** Opening Provided records block **

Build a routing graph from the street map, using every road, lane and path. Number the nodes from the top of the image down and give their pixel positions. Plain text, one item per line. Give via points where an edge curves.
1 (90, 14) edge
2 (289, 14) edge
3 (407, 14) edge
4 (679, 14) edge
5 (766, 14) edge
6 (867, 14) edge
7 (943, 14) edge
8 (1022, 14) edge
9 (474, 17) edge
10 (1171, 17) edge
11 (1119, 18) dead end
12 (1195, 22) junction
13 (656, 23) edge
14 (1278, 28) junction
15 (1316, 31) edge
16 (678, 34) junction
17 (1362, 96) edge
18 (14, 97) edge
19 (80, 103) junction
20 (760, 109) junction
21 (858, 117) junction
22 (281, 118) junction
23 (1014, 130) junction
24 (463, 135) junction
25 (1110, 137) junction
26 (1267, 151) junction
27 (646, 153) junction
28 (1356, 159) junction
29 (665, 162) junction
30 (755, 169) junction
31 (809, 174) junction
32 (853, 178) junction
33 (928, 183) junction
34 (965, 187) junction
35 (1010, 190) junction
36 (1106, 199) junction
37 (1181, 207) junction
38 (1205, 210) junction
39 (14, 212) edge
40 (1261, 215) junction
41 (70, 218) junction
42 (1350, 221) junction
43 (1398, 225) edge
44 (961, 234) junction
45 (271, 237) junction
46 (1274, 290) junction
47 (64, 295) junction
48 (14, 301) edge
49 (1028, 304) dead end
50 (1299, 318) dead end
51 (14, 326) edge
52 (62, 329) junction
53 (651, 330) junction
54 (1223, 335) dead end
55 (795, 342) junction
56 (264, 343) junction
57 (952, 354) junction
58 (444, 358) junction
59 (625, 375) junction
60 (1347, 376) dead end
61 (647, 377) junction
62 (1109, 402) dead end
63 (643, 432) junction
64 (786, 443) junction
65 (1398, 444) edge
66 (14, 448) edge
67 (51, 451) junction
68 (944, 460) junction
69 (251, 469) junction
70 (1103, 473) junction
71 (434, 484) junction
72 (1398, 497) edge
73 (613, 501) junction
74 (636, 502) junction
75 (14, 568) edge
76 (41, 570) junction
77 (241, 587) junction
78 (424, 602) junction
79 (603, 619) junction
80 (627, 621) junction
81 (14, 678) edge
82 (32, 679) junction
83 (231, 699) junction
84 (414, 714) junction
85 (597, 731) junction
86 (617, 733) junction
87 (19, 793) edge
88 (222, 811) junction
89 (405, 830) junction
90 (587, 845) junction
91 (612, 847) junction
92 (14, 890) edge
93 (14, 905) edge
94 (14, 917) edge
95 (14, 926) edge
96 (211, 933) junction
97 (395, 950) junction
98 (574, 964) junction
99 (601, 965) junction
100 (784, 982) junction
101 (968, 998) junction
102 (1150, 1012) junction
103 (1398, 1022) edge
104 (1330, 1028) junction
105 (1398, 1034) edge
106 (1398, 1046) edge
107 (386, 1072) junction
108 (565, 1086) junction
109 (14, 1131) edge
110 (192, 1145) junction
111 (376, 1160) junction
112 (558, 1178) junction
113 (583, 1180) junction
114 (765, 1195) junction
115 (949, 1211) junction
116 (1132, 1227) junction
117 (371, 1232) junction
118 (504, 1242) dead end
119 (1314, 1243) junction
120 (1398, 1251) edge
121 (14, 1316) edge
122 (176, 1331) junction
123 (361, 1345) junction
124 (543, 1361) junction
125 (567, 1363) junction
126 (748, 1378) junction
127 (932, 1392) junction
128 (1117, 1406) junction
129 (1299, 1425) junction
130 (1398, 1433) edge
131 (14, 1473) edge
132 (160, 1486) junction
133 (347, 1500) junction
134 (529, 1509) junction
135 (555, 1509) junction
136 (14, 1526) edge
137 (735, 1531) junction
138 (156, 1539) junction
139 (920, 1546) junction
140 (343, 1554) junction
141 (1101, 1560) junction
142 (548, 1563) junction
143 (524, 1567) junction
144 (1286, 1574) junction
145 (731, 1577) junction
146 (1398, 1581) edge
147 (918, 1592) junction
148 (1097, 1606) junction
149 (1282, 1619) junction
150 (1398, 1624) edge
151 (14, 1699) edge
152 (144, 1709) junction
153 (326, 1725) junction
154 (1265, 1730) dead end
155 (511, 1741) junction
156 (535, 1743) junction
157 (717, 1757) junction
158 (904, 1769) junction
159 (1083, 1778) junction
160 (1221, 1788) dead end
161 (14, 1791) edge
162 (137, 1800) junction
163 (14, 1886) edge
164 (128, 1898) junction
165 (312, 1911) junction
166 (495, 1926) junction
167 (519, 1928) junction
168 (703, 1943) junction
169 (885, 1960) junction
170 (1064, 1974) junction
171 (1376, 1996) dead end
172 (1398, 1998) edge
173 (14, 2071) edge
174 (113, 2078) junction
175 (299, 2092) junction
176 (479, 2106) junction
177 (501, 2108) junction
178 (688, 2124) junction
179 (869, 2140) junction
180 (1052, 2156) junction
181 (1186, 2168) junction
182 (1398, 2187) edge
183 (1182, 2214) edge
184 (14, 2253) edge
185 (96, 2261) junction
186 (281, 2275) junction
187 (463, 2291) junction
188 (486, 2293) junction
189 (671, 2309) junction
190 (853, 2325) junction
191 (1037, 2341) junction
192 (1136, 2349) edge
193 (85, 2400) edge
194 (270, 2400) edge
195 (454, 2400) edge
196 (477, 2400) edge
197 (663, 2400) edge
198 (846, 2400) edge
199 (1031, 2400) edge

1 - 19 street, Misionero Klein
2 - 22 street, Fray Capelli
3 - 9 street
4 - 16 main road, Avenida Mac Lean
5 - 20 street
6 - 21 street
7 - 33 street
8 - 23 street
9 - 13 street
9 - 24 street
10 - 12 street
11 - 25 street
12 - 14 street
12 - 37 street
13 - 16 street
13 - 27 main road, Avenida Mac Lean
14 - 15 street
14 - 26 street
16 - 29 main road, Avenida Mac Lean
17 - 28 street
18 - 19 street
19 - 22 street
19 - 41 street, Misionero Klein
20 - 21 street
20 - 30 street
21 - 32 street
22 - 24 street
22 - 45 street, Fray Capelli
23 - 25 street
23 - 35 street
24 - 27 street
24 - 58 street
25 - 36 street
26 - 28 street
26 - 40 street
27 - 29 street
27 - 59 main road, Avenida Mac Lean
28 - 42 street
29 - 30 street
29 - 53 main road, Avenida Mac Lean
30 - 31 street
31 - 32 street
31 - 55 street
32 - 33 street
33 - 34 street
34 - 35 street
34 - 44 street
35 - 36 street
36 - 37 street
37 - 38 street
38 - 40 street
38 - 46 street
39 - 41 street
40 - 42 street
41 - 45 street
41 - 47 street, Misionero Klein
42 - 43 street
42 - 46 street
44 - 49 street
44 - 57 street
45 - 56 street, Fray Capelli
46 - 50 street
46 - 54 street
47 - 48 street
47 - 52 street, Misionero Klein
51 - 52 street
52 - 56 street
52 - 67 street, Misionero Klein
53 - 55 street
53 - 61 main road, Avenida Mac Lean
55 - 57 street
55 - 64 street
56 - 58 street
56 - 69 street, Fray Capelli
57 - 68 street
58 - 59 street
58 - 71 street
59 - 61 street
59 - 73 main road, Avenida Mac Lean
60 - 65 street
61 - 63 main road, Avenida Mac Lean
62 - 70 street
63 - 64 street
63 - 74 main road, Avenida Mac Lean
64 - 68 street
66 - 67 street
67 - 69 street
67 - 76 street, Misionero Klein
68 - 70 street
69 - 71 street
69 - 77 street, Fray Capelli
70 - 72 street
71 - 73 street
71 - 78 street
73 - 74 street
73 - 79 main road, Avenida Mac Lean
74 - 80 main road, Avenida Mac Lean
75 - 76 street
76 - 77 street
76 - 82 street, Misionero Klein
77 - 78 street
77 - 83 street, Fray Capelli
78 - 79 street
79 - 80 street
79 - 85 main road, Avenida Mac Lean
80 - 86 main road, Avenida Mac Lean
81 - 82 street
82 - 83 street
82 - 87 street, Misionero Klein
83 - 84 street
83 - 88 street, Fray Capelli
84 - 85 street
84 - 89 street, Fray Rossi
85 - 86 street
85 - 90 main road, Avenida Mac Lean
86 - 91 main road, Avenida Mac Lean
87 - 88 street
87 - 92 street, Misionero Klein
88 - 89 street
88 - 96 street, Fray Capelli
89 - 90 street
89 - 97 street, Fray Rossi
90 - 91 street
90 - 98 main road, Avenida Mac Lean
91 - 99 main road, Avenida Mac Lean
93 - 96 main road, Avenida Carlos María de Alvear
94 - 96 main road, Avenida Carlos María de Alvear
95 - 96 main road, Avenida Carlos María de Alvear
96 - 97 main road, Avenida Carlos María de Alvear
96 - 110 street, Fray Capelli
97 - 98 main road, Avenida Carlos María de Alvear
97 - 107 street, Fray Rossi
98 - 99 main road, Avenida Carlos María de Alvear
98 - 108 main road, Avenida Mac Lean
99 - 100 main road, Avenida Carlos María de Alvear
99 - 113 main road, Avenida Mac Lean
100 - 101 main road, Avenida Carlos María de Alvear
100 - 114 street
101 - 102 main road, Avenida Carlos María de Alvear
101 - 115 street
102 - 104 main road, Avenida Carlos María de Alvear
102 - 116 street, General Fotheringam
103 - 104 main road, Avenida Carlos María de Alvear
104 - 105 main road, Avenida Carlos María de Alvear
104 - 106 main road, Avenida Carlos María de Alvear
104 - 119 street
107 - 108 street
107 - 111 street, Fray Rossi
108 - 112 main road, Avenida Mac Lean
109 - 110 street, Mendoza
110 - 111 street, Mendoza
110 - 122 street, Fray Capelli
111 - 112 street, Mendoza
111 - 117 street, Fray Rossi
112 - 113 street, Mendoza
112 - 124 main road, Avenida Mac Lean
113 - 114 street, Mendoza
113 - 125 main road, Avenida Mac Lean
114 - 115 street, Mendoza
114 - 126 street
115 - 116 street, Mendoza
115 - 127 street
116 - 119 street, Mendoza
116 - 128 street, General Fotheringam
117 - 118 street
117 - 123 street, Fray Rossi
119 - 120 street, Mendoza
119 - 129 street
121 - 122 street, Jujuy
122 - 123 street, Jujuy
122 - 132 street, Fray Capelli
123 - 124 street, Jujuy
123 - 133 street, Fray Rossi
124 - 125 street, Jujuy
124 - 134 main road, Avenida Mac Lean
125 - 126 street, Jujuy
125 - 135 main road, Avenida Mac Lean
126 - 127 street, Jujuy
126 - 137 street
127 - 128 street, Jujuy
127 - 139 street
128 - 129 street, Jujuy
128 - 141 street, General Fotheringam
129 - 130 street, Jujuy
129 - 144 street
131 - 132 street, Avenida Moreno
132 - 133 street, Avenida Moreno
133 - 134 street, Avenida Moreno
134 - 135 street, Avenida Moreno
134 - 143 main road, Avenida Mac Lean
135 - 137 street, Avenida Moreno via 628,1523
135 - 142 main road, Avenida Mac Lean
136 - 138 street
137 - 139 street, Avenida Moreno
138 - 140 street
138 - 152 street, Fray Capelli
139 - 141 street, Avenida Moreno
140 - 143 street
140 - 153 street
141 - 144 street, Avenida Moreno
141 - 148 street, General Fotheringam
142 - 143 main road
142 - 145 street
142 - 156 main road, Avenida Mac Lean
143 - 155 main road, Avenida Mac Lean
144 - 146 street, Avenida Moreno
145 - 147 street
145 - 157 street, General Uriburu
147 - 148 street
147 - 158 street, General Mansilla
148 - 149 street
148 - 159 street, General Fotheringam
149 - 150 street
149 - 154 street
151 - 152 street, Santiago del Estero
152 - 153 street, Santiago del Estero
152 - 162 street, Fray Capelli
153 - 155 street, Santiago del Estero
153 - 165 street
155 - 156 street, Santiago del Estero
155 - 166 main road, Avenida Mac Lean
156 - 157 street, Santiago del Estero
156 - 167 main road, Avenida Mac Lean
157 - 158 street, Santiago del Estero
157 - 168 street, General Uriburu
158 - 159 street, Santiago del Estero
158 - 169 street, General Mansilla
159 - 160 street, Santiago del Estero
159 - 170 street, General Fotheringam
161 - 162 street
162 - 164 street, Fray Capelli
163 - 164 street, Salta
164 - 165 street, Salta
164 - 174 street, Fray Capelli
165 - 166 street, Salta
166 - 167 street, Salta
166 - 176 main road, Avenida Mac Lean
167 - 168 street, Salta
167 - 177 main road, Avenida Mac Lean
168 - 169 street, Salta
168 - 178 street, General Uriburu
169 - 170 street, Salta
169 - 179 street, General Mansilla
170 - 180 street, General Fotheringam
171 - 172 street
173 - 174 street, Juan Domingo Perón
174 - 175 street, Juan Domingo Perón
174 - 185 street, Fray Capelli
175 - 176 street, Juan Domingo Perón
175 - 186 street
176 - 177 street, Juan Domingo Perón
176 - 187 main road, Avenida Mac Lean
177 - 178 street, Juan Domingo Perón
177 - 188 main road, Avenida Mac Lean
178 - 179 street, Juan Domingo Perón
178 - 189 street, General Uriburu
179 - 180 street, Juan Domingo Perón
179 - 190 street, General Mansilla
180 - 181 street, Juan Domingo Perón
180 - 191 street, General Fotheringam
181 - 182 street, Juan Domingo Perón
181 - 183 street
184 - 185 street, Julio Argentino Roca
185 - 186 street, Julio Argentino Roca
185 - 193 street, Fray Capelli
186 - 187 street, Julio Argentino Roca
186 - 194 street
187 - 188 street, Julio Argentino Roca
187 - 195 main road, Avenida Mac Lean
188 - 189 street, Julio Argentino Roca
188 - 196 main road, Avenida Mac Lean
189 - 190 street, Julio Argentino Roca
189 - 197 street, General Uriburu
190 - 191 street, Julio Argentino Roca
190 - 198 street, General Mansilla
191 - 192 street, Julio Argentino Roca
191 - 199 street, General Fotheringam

** Closing Provided records block **

Instructions to follow → Look through the records and gather every line containing "Perón".

Task solution →
173 - 174 street, Juan Domingo Perón
174 - 175 street, Juan Domingo Perón
175 - 176 street, Juan Domingo Perón
176 - 177 street, Juan Domingo Perón
177 - 178 street, Juan Domingo Perón
178 - 179 street, Juan Domingo Perón
179 - 180 street, Juan Domingo Perón
180 - 181 street, Juan Domingo Perón
181 - 182 street, Juan Domingo Perón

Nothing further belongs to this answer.